KOBIETY W SPORTACH WALKI… >>>

KOBIETY W SPORTACH WALKI… # Siłowanie na ręce # Armwrestling # Armpower.net

Zapraszam na trzeci wywiad z panią Katarzyną Selwant. Mam nadzieję, że Wam się przyda. Zachęcam wszystkich do zgłębiania tematów związanych z psychologią. Ale – tylko z prawdziwych naukowych źródeł.

()

Kobiety w sporcie, ze szczególnym uwzględnieniem sportów walki.

Pani Katarzyno, Czy dziewczynka, dziewczyna, kobieta w sporcie – to „przypadek” całkowicie różny, niż chłopiec, chłopak, mężczyzna? Czy – zawsze – wymaga innego podejścia z racji płci?

Katarzyna Selwant: Nie znam badań, które by jednoznacznie mówiły, że inaczej trenuje się mężczyzn, a inaczej kobiety.

W sporcie profesjonalnym zawodnicy lubią konkrety, chcą wiedzieć, dlaczego robią te ćwiczenia i po co np. tyle powtórzeń. To świadczy o ich dużym doświadczeniu i świadomości sportowej oraz znajomości własnego ciała. Z takimi zawodnikami trenerzy lubią pracować.

Kobiety łączą zapamiętywanie z emocjami, dlatego np. trening w dobrej atmosferze jest dla nich bardziej ważny. Ale kto z nas nie chciałby trenować w miłych okolicznościach?

Mężczyźni są z reguły bardziej zadaniowi, a kobiety potrafią łączyć wiele rzeczy na raz. Emocjonalność jest też przypisywana do kobiet, ale znam zawodników - mężczyzn, dla których ta sfera jest też niezwykle ważna.

Kobiety lubią pewne rzeczy „przegadać”, omówić, wyjaśnić i wytłumaczyć, bardziej niż mężczyźni, którym wystarczy czasami jeden mocny argument.

Czy i jak pewne sprawy fizjologiczne – wpływają na psychikę kobiety w sporcie?

Katarzyna Selwant: To takie tendencyjne pytanie, które dla mnie sprowadza się jedynie do hormonów.

Nie ma już od dawna zawodów ewidentnie męskich np. kobieta żołnierz, ale nie ma też już od dawna, zawodów ewidentnie kobiecych np. pielęgniarz.

Znam bardzo „twarde” babki i „delikatnych” mężczyzn, którzy z równym powodzeniem radzą sobie w wielu sportach. To mnie cieszy. Generalnie bardziej niż rozróżnienie płci i np. siła czy masa mięśniowa, ważna jest tzw. „mocna psychika”. A umiejętności mentalne nie są zależne od tego, czy to zawodnik, czy zawodniczka.

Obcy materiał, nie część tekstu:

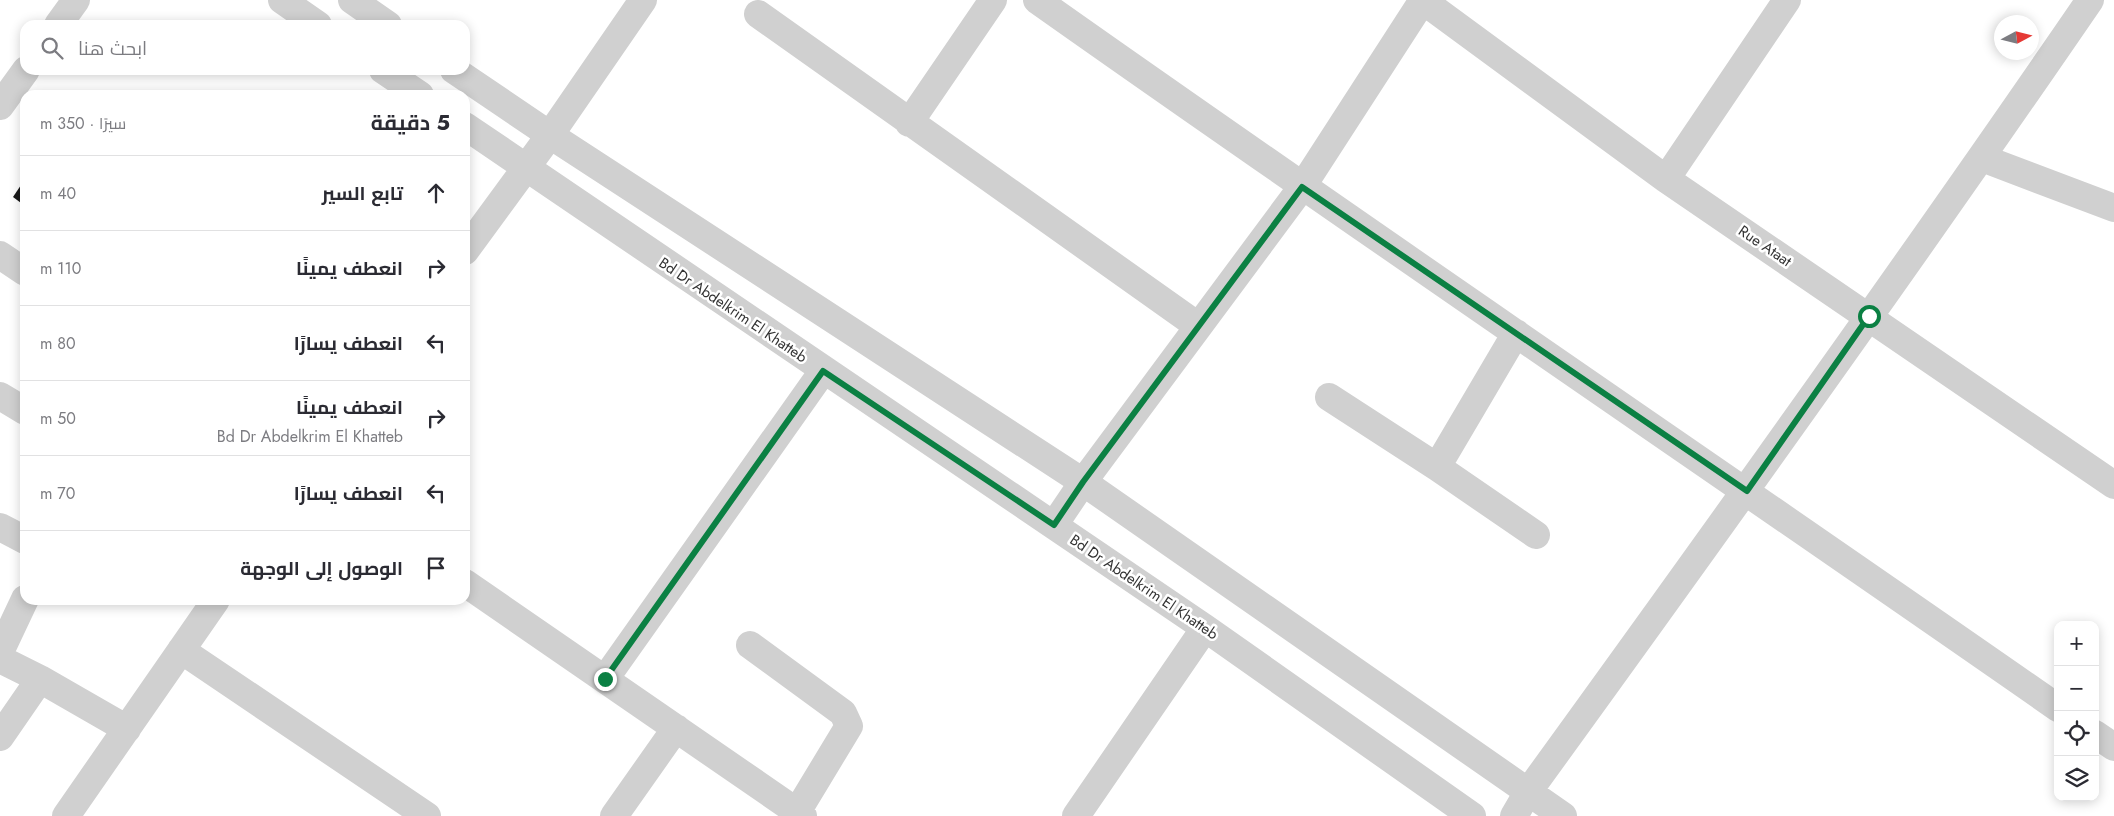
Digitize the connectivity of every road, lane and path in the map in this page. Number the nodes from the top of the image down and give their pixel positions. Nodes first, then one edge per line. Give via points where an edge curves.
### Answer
1 (76, 0) edge
2 (282, 0) edge
3 (352, 0) edge
4 (644, 0) edge
5 (993, 0) edge
6 (1037, 0) edge
7 (1423, 0) edge
8 (1787, 0) edge
9 (2090, 0) edge
10 (758, 14) dead end
11 (62, 20) edge
12 (311, 20) edge
13 (381, 20) edge
14 (22, 75) edge
15 (391, 75) edge
16 (461, 75) edge
17 (413, 90) edge
18 (0, 106) edge
19 (908, 123) junction
20 (470, 130) edge
21 (550, 135) junction
22 (1982, 158) junction
23 (525, 168) junction
24 (1666, 179) junction
25 (1302, 187) junction
26 (2114, 208) edge
27 (470, 244) edge
28 (0, 254) edge
29 (20, 268) edge
30 (1869, 316) junction
31 (1198, 326) junction
32 (1516, 333) junction
33 (823, 371) junction
34 (0, 396) edge
35 (1329, 397) dead end
36 (20, 408) edge
37 (1436, 467) junction
38 (1083, 482) junction
39 (2114, 485) edge
40 (1747, 491) junction
41 (1054, 525) junction
42 (0, 527) edge
43 (1536, 535) dead end
44 (20, 537) edge
45 (470, 586) edge
46 (22, 605) edge
47 (212, 605) edge
48 (1205, 628) junction
49 (750, 645) dead end
50 (181, 650) junction
51 (0, 652) edge
52 (0, 659) edge
53 (40, 679) junction
54 (605, 679) junction
55 (2054, 705) edge
56 (676, 728) junction
57 (127, 729) junction
58 (0, 737) edge
59 (2099, 737) edge
60 (2114, 748) edge
61 (1528, 792) junction
62 (800, 814) edge
63 (68, 816) edge
64 (427, 816) edge
65 (614, 816) edge
66 (1076, 816) edge
67 (1472, 816) edge
68 (1514, 816) edge
69 (1563, 816) edge

1 - 11 street
2 - 12 street
3 - 13 street
4 - 21 street
5 - 19 street
6 - 25 street
7 - 24 street, Rue Ataat
7 - 25 street
8 - 24 street
9 - 22 street
10 - 19 street
14 - 18 street
15 - 17 street
16 - 21 street
19 - 31 street
20 - 23 street, Bd Dr Abdelkrim El Khatteb
21 - 23 street
21 - 38 street
22 - 26 street
22 - 30 street
23 - 27 street
23 - 33 street, Bd Dr Abdelkrim El Khatteb
24 - 30 street, Rue Ataat
25 - 31 street
25 - 32 street
28 - 29 street
30 - 39 street, Rue Ataat
30 - 40 street
31 - 38 street
32 - 37 street
32 - 40 street
33 - 41 street, Bd Dr Abdelkrim El Khatteb
33 - 54 street
34 - 36 street
35 - 37 street
37 - 43 street
38 - 41 street
38 - 61 street
40 - 55 street
40 - 61 street
41 - 48 street, Bd Dr Abdelkrim El Khatteb
42 - 44 street
45 - 54 street
46 - 51 street
47 - 50 street
48 - 66 street
48 - 67 street, Bd Dr Abdelkrim El Khatteb
49 - 62 street via 844,713 849,726
50 - 57 street
50 - 64 street
52 - 53 street
53 - 57 street
53 - 58 street
54 - 56 street
56 - 62 street
56 - 65 street
57 - 63 street
59 - 60 street
61 - 68 street
61 - 69 street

A jak zapytam Pana: jak taka sprawa, jak wpływanie na sprawy fizjologiczne, poprzez branie: sterydów, anabolików i hormonów wpływa na zawodnika (bez względu na płeć)? To pytanie zostawiam dla Pana otwarte.

Czy trener – mężczyzna – jest w stanie dobrze porozumieć się z zawodniczką? (Mamy dowody choćby w drużynach prowadzonych przez mężczyzn, że to się udaje) a przykład Justyny też…

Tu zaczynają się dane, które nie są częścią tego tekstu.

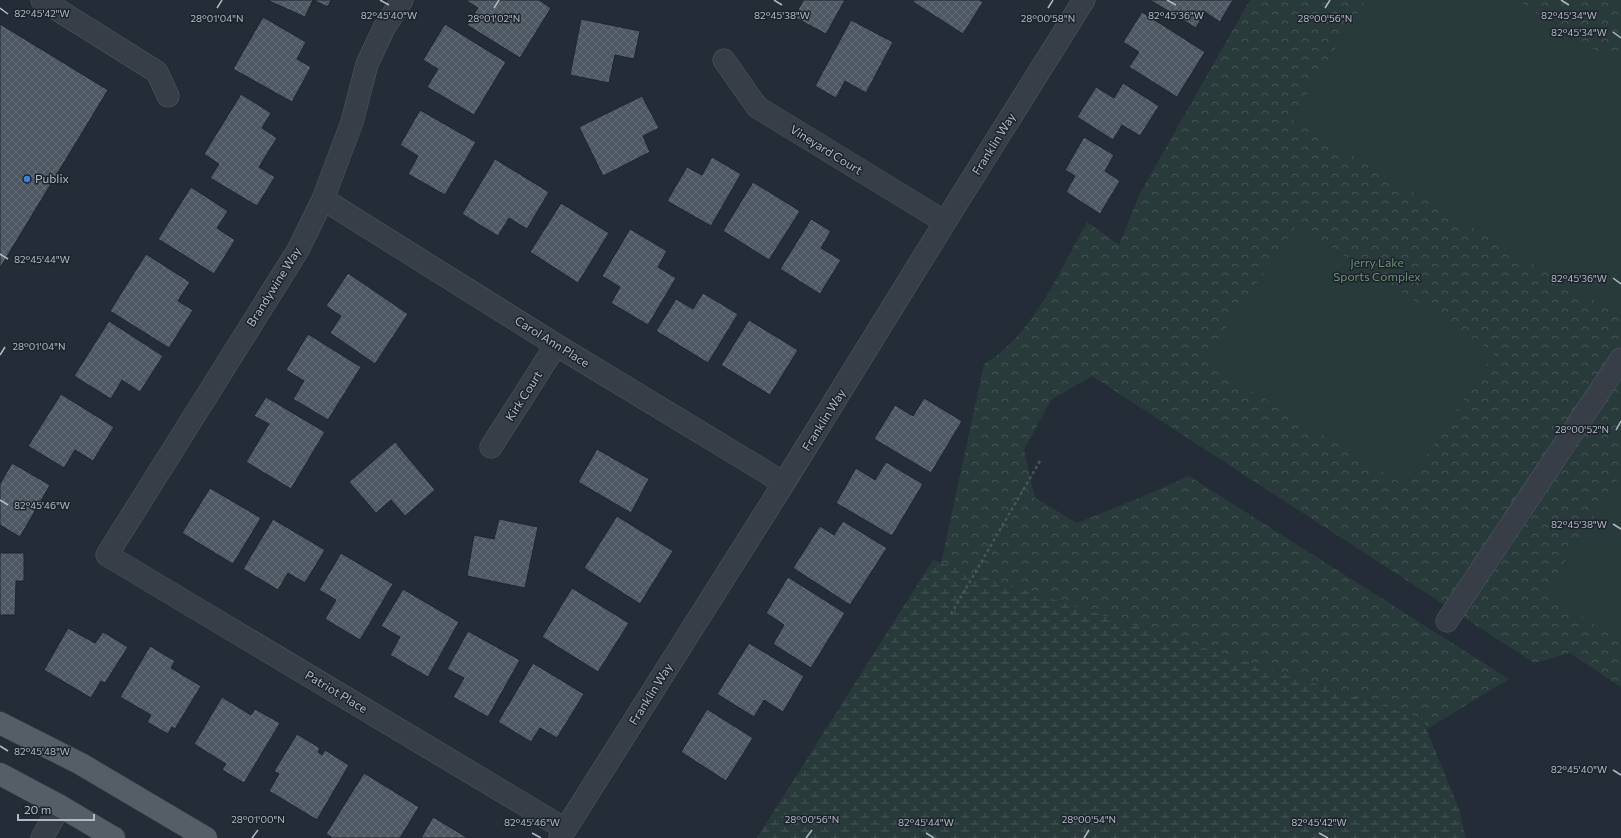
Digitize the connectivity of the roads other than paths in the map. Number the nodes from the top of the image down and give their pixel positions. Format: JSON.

Katarzyna Selwant: Znam wiele teamów szkoleniowych, gdzie jest właśnie trener i zawodniczka. Posłużmy się przykładami z lekkiej atletyki. Anita Włodarczyk i trener. Znam też wiele teamów szkoleniowych, gdzie jest trenerka i zawodnik – Paweł Fajdek i trenerka. I w obu przypadkach to fantastycznie się sprawdza. Ważne, żeby trafić na odpowiedzenie osoby. To trochę tak, jak w klubach fitness, nie każdy instruktor będzie nam pasował.

Profesjonalni zawodnicy współpracują także z innymi specjalistami, jak np. lekarz, fizjoterapeuta, psycholog. I to wszystko bez rozróżnienia na płeć, a raczej w uwadze na stopień profesjonalizmu i zaangażowania. Chociaż wiem, że zawodnicy mają swoje osobiste preferencje w tym temacie, jak my wszyscy. Niekiedy wolimy np. lekarza mężczyznę lub kobietę i już.

Jak sprawy rodzinne – dzieci, narzeczeni, mężowie, bracia – wpływają na zawodniczkę? Czy bardziej niż na facetów? Czy też zawodniczki potrafią się „wyłączyć”?

Katarzyna Selwant: Widziałam wiele zawodniczek, które jeździły ze swoimi dziećmi na zgrupowania, trenowały na 101% i zdobywały medale. Znam też zawodników, którzy nie potrafili na czas zawodów odciąć się od tego, co działo się w domu i niestety przygrywali.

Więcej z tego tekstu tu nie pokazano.